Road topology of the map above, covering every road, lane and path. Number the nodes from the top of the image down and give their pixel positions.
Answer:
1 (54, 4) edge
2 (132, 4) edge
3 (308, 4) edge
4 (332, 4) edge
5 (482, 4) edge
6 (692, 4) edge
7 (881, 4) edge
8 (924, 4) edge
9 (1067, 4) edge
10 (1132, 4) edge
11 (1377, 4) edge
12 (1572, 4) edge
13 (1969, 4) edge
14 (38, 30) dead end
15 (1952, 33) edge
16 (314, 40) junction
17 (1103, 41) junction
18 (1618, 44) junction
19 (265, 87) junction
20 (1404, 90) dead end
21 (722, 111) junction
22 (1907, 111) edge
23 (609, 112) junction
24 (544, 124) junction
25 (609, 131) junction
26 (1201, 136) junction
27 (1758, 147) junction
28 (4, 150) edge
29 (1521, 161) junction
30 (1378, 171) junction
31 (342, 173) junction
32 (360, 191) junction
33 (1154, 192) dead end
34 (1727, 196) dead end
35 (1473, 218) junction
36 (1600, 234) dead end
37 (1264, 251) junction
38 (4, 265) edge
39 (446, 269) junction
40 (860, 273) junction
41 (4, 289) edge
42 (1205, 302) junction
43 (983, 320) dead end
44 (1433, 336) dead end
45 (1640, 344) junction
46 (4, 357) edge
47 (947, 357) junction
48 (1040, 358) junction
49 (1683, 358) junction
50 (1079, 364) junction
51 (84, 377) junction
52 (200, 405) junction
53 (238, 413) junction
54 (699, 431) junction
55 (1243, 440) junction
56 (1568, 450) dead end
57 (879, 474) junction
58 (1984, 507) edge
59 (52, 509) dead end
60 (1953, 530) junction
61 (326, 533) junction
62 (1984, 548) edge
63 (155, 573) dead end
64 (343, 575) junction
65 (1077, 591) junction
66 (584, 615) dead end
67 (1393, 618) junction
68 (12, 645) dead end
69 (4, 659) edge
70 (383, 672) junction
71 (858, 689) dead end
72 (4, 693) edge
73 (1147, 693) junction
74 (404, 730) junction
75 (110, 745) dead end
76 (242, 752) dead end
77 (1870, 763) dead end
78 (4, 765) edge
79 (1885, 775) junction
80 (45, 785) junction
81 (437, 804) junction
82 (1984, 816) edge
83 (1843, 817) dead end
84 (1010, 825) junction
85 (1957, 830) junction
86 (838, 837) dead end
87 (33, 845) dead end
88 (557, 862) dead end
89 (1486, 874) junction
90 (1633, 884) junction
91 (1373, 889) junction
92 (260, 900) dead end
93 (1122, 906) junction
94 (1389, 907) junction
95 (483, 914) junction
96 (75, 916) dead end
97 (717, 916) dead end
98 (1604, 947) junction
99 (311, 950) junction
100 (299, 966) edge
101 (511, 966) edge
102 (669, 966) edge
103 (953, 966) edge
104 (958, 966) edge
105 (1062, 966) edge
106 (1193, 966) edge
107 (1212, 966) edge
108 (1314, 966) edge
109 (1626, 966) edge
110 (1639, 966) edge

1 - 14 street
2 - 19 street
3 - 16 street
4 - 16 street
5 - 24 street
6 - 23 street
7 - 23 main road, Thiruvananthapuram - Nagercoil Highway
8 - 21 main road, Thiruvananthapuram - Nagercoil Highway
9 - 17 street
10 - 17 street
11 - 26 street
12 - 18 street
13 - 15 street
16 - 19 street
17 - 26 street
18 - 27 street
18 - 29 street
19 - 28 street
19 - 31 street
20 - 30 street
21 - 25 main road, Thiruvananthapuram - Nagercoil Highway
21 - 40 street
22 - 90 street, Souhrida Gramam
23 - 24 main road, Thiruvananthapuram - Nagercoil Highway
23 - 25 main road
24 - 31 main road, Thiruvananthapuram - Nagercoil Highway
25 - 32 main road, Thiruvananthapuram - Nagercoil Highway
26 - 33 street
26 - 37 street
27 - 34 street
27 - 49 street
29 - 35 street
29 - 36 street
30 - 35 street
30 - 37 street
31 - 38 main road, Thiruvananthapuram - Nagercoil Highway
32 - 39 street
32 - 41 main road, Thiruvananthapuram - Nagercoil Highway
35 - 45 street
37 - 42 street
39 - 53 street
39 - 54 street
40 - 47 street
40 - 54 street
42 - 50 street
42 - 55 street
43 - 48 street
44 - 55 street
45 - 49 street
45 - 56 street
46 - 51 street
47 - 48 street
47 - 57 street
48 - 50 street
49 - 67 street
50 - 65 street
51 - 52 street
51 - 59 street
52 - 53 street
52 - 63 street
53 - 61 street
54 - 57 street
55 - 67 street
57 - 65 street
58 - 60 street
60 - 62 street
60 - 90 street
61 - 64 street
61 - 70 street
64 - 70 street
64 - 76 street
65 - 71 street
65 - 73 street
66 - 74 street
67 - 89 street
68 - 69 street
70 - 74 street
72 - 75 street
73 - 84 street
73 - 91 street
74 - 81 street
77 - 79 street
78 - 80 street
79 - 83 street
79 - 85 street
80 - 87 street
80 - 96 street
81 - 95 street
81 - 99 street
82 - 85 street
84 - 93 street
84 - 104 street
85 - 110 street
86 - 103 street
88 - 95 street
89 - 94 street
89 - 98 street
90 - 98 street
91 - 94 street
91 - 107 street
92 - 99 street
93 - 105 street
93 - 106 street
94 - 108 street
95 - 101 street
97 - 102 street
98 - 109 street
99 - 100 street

.....

■ WORK REQUIRED ■
Working from the entries above, return all lines that contain "Nagercoil".

■ EXERCISE RESULT ■
7 - 23 main road, Thiruvananthapuram - Nagercoil Highway
8 - 21 main road, Thiruvananthapuram - Nagercoil Highway
21 - 25 main road, Thiruvananthapuram - Nagercoil Highway
23 - 24 main road, Thiruvananthapuram - Nagercoil Highway
24 - 31 main road, Thiruvananthapuram - Nagercoil Highway
25 - 32 main road, Thiruvananthapuram - Nagercoil Highway
31 - 38 main road, Thiruvananthapuram - Nagercoil Highway
32 - 41 main road, Thiruvananthapuram - Nagercoil Highway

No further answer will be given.